Not J.R.R. Bond

Tinker, Tailor, Tolkien, Spy? Hardly. But that’s what headlines are inviting readers to believe.

“JRR Tolkien trained as British spy” declares Telegraph.co.uk.

“Tolkien’s Spy Past Inspires Hunt For Hobbit, Rings Spooks” says the Wired headline.

Britain’s intelligence-agency Government Communications Headquarters (GCHQ) is displaying documents from J.R.R. Tolkien’s three days spent training at the Government Code and Cypher School in a new exhibit at its restricted, employees-only museum. The Telegraph reports:

According to previously unseen records, Tolkien trained with the top-secret Government Code and Cypher School (GCCS).

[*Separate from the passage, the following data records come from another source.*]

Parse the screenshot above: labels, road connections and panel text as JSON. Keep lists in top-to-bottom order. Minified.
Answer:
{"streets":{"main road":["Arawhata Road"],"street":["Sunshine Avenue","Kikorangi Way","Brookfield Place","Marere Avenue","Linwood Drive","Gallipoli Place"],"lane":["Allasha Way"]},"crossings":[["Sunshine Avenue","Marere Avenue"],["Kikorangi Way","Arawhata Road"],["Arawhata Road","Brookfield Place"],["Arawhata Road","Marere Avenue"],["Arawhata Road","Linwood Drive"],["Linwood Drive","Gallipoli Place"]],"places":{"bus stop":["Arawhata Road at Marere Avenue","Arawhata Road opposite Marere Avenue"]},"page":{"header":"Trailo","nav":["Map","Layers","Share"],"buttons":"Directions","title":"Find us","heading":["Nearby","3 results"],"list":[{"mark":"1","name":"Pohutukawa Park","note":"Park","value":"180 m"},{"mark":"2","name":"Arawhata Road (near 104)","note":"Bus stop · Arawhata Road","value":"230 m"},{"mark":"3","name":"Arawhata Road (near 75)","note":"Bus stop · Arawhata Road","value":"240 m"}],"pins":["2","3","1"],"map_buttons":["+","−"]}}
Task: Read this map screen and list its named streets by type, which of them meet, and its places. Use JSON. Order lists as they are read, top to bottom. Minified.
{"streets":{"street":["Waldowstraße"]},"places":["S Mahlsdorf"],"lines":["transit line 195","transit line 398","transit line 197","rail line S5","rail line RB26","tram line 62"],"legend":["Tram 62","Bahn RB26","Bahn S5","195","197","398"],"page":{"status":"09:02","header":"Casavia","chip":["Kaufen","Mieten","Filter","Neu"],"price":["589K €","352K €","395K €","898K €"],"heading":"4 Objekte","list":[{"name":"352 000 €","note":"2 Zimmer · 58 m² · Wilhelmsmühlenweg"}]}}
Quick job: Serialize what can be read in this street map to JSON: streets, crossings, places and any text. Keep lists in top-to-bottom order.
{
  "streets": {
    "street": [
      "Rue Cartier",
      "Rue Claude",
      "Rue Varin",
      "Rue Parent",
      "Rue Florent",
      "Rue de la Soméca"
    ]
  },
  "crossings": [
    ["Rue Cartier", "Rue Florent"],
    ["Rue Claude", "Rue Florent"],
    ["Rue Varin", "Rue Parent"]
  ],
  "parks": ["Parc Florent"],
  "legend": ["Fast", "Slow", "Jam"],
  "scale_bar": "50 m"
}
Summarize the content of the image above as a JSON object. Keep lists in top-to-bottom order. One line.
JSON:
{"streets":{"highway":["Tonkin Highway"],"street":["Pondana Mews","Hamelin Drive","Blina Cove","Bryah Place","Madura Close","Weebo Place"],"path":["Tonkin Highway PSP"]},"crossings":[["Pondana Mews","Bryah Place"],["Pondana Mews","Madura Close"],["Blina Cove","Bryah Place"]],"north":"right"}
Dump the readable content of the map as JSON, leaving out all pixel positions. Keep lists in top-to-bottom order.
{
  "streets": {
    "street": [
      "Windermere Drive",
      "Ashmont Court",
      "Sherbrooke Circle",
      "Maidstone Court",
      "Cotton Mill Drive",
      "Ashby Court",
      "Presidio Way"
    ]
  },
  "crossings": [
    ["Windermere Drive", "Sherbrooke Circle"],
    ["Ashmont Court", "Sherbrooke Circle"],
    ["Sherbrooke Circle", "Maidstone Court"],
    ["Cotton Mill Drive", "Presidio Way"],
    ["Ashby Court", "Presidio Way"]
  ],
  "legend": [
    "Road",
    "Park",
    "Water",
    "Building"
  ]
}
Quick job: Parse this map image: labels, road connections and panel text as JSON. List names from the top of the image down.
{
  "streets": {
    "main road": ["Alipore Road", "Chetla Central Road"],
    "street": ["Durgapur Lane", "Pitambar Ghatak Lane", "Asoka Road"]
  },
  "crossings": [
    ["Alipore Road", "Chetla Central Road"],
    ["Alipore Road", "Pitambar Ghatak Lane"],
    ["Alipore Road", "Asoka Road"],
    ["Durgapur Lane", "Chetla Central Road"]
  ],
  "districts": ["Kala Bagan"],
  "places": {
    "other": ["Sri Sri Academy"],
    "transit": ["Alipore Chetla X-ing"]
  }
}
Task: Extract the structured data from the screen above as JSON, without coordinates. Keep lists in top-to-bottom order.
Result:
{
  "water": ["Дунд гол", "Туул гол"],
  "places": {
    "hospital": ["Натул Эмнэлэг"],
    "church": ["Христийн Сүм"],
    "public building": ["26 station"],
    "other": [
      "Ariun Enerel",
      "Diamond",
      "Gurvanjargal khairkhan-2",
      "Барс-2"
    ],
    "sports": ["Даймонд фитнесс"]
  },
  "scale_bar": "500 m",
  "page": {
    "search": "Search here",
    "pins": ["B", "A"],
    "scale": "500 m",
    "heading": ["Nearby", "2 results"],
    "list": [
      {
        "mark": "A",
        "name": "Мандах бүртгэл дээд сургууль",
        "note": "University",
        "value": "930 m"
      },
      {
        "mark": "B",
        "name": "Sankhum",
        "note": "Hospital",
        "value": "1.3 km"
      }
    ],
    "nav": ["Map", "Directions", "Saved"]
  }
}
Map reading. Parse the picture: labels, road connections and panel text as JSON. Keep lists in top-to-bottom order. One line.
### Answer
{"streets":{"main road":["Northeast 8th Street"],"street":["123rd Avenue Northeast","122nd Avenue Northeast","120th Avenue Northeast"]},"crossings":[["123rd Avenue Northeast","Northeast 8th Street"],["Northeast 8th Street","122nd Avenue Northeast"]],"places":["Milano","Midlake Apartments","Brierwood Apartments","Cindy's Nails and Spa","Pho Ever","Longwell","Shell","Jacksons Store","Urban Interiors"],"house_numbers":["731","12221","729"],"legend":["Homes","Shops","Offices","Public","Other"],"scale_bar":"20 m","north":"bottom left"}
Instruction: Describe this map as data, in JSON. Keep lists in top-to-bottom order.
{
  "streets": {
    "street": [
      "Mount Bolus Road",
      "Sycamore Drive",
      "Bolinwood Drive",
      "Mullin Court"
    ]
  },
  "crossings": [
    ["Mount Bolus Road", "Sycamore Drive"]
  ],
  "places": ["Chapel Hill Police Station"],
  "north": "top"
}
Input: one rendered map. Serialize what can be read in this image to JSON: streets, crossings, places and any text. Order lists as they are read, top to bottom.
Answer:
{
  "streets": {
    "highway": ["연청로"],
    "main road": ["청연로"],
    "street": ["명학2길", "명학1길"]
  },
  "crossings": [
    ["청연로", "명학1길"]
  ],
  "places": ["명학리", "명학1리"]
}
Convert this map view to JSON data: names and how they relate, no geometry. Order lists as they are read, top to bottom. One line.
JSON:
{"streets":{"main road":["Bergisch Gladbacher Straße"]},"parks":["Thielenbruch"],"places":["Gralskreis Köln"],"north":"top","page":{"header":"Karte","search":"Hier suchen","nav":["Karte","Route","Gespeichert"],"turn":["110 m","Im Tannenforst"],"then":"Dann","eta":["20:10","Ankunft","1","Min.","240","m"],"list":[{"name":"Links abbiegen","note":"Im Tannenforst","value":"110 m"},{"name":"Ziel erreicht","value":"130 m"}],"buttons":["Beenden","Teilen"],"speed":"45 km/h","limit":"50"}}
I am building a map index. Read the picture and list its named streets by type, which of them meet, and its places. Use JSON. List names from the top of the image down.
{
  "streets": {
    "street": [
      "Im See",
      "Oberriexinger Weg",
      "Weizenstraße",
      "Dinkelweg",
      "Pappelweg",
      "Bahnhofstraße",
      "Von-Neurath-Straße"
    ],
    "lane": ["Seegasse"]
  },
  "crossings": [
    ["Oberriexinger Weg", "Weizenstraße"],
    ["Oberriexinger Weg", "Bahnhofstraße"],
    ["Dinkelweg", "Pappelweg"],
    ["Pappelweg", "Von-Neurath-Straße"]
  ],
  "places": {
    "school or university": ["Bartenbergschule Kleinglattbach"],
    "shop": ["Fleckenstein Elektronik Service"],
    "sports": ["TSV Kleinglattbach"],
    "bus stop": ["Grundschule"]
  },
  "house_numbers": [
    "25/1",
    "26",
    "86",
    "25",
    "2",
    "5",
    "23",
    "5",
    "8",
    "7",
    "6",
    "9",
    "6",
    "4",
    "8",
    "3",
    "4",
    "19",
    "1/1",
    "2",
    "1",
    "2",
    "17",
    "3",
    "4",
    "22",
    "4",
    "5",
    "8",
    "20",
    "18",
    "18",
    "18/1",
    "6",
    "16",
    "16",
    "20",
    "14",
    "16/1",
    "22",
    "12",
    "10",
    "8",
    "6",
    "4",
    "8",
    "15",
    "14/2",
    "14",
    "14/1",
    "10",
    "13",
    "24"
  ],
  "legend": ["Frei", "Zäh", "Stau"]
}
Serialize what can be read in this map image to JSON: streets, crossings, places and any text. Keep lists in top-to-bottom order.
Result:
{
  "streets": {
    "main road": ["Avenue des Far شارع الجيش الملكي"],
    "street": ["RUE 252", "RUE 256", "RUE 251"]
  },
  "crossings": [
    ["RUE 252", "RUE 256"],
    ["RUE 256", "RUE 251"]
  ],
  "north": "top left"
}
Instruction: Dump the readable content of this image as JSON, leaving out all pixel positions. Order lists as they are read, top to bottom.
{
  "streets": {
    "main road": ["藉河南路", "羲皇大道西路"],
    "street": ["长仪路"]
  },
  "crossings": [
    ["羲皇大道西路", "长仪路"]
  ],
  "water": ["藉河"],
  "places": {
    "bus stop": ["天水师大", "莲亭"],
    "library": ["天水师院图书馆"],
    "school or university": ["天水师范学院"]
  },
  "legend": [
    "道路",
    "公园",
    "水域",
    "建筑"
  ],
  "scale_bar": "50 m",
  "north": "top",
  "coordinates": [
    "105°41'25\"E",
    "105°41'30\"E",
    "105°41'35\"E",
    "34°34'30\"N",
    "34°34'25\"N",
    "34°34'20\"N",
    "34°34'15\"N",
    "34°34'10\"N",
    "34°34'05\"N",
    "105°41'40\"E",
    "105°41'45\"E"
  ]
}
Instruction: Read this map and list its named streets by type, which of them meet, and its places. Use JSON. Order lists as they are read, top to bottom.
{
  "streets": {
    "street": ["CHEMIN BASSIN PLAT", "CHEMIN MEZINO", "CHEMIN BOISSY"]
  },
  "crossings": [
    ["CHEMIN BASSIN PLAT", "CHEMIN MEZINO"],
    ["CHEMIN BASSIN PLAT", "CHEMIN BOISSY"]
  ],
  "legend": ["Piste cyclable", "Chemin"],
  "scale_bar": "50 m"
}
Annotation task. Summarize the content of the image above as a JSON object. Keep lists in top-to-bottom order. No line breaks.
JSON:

He spent three days at their London HQ in March 1939 – six months before the outbreak of the Second World War and just 18 months after the publication of his first book, The Hobbit.

When the war started, GCCS deciphered Enigma traffic and broke other German ciphers and codes. That’s the work Tolkien auditioned for — not to carry out espionage in the field.

Nor was this a deep secret. In 2006, Christina Scull and Wayne G. Hammond’s The J.R.R. Tolkien Companion and Guide listed the information in the March 27, 1939 entry of the Chronology, which reads: “Tolkien begins a four-day training course in cryptography at the Foreign Office.”

Whether Humphrey Carpenter, author of Tolkien: A Biography, knew about this is less clear. All he says about the beginning of the war is that Tolkien volunteered as an air raid warden: “There were, however, no German air attacks on Oxford; nor was Tolkien required, was were a number of dons, to undertake work for the War Office or other government departments.”

If Tolkien wasn’t required, we know he was asked. The GCCS offered Tolkien £500-a-year offer to become a full-time recruit. He turned them down.

Journalists wonder why he went through the process, indicating to instructors he was “keen” for the work, then rejected the offer. Nobody knows. Not even GCHQ’s historian.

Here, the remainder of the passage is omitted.